# DESCRIPTION OF THE TASK
Report back every line of the entries that contains "controls", exactly as written.

# RECORDS PROVIDED
* * * * *

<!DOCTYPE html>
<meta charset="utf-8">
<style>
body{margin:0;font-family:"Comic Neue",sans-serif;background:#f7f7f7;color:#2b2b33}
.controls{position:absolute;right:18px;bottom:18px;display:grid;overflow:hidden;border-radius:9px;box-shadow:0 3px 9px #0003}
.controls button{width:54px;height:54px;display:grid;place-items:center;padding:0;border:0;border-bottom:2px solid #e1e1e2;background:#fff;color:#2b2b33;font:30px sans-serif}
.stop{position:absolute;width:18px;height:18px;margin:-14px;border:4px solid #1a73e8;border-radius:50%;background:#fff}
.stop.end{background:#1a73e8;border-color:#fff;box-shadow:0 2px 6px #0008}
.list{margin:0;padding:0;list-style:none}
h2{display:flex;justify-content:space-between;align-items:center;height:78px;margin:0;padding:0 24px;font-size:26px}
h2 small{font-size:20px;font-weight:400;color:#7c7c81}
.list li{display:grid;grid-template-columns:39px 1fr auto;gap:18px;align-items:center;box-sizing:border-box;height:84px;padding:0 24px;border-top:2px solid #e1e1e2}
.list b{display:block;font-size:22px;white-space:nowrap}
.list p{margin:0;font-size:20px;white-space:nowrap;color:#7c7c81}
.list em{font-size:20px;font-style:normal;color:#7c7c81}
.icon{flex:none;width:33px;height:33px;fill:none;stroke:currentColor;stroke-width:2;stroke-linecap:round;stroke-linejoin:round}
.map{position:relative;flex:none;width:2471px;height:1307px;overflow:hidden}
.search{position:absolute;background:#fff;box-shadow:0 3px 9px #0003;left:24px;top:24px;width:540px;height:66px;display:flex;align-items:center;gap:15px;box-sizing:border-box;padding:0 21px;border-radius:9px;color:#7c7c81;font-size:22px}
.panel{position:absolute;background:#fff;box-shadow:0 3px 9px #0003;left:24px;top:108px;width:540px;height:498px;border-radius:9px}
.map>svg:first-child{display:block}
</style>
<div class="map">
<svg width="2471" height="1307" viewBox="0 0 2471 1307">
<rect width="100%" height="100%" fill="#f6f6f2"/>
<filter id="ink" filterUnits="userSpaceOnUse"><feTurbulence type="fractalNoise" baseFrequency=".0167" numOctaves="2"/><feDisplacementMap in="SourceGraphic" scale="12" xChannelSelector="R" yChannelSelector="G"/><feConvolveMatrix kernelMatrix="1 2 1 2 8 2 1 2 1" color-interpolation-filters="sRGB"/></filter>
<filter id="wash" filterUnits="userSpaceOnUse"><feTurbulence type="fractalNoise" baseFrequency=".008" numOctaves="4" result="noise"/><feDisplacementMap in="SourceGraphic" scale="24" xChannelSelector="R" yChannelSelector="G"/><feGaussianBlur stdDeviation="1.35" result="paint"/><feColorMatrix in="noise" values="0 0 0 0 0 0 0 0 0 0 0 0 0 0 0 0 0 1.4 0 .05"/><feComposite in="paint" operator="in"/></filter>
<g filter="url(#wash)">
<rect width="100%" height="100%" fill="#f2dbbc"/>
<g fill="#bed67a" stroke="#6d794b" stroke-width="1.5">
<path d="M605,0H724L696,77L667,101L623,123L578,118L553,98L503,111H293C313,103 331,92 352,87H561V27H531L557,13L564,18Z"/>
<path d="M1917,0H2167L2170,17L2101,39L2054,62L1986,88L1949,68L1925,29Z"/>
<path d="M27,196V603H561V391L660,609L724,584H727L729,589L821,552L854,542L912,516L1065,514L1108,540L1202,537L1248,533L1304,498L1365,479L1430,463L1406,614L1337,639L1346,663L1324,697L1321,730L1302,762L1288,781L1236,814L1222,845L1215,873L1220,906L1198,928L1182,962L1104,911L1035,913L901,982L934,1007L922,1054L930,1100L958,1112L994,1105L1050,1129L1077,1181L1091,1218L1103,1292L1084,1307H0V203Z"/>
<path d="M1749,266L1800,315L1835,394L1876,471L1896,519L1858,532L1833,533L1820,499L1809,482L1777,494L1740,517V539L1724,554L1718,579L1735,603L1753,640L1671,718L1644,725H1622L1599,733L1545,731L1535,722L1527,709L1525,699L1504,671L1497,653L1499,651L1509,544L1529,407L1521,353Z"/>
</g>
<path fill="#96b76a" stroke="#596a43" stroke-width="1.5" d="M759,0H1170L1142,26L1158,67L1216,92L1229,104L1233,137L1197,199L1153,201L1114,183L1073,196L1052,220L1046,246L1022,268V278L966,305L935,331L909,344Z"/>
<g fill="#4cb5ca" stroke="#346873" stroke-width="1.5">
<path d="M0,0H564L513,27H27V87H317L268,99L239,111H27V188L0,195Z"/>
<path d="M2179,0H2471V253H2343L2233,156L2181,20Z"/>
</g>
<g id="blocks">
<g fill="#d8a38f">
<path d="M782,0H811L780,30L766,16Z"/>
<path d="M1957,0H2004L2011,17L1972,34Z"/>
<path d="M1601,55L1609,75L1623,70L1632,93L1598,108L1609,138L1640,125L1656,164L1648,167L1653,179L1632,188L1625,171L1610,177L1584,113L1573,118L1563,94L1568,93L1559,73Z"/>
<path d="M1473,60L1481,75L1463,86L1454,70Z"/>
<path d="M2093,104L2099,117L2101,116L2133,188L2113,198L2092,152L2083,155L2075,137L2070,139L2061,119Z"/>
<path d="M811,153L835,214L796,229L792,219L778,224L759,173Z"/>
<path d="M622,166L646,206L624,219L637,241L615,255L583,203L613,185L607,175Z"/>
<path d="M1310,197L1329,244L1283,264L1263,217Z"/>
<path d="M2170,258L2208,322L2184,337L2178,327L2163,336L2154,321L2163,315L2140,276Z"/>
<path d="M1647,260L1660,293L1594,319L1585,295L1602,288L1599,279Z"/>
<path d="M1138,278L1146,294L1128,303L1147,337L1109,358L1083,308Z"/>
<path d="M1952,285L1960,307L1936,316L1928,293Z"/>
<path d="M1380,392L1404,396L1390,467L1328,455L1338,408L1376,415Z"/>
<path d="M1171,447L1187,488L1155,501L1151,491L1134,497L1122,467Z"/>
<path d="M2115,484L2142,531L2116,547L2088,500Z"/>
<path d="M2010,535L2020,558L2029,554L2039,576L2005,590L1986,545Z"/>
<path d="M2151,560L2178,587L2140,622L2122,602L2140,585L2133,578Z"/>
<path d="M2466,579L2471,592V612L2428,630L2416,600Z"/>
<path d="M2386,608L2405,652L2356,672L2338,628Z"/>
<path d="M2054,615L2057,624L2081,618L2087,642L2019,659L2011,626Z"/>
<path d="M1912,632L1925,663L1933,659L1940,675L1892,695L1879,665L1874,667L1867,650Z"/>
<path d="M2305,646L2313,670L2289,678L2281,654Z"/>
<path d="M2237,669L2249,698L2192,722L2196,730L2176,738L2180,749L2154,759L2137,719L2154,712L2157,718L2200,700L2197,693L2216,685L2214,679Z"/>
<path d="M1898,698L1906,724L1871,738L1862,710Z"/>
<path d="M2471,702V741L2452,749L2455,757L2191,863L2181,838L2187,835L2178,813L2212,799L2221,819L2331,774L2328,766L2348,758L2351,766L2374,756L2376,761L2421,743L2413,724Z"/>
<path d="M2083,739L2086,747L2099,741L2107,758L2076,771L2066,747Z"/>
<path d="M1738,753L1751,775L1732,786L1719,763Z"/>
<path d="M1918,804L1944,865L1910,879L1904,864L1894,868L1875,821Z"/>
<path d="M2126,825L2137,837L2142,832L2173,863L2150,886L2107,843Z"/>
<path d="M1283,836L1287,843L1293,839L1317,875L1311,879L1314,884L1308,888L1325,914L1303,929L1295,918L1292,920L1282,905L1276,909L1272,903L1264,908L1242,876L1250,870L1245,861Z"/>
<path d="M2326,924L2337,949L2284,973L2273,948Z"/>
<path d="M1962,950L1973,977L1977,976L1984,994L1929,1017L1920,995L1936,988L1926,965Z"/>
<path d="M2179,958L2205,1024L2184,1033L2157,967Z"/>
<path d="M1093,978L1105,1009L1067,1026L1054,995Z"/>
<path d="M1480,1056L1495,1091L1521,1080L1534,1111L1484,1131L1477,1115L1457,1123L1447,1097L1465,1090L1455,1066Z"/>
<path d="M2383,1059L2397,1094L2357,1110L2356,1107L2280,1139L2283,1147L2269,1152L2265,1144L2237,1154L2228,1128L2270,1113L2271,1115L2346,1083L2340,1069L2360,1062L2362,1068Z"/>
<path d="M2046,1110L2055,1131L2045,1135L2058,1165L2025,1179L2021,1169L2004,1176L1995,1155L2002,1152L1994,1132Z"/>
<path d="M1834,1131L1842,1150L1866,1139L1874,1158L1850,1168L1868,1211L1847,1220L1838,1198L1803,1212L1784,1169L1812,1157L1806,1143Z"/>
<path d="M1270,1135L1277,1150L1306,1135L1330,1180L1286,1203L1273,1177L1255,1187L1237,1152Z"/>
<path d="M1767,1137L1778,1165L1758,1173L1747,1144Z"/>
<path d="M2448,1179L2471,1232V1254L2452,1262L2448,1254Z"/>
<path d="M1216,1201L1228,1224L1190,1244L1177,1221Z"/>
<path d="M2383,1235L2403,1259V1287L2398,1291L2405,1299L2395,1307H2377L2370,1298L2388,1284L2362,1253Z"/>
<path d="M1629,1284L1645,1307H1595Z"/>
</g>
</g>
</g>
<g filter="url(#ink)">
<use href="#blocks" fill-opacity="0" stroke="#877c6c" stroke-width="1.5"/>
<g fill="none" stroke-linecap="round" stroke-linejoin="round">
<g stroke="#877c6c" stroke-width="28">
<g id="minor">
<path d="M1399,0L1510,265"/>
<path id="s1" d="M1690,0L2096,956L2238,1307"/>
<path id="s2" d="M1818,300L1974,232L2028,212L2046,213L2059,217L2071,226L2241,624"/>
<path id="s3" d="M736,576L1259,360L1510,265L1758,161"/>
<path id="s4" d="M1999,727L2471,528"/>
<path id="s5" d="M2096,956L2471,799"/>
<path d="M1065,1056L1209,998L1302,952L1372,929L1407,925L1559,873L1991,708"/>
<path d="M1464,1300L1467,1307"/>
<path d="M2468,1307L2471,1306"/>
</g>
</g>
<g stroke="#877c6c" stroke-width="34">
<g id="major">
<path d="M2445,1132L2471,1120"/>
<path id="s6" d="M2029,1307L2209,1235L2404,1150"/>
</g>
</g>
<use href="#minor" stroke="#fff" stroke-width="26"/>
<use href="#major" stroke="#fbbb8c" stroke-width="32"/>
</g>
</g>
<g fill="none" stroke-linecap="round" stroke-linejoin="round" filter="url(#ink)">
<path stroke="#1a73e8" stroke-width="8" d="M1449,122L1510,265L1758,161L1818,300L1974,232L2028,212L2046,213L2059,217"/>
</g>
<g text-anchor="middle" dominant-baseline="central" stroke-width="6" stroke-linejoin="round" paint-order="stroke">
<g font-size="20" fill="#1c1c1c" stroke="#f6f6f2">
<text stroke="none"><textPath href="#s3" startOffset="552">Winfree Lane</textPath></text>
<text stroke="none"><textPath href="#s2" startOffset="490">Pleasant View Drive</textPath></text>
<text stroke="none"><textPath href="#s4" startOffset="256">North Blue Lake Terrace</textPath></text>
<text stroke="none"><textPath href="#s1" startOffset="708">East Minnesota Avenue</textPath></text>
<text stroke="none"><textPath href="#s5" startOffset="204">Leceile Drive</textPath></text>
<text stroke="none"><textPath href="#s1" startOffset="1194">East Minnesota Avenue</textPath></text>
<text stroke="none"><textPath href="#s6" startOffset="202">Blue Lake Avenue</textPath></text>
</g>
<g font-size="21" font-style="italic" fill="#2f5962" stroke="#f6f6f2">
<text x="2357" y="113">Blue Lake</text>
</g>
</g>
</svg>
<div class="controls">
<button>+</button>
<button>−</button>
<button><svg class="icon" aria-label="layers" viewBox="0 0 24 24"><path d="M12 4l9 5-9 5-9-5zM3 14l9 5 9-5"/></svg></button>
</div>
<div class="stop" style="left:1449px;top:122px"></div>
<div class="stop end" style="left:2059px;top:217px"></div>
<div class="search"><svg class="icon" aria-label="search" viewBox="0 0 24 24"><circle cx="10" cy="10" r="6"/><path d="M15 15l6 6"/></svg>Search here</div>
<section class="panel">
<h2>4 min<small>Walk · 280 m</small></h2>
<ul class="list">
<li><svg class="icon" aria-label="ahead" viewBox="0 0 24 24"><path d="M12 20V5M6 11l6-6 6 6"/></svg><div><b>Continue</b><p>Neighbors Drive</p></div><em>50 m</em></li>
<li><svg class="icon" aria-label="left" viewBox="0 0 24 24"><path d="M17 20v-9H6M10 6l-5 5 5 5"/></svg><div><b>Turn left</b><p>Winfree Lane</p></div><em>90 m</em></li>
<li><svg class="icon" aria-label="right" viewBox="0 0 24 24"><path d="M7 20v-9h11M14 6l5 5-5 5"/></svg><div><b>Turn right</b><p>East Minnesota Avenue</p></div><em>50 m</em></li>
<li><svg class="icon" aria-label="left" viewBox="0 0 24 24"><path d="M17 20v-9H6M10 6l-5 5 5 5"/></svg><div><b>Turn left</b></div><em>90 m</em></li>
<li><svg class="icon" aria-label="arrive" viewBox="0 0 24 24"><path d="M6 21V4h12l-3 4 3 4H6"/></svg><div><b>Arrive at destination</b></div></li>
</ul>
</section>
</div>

* * * * *

# WRITTEN ANSWER
.controls{position:absolute;right:18px;bottom:18px;display:grid;overflow:hidden;border-radius:9px;box-shadow:0 3px 9px #0003}
.controls button{width:54px;height:54px;display:grid;place-items:center;padding:0;border:0;border-bottom:2px solid #e1e1e2;background:#fff;color:#2b2b33;font:30px sans-serif}
<div class="controls">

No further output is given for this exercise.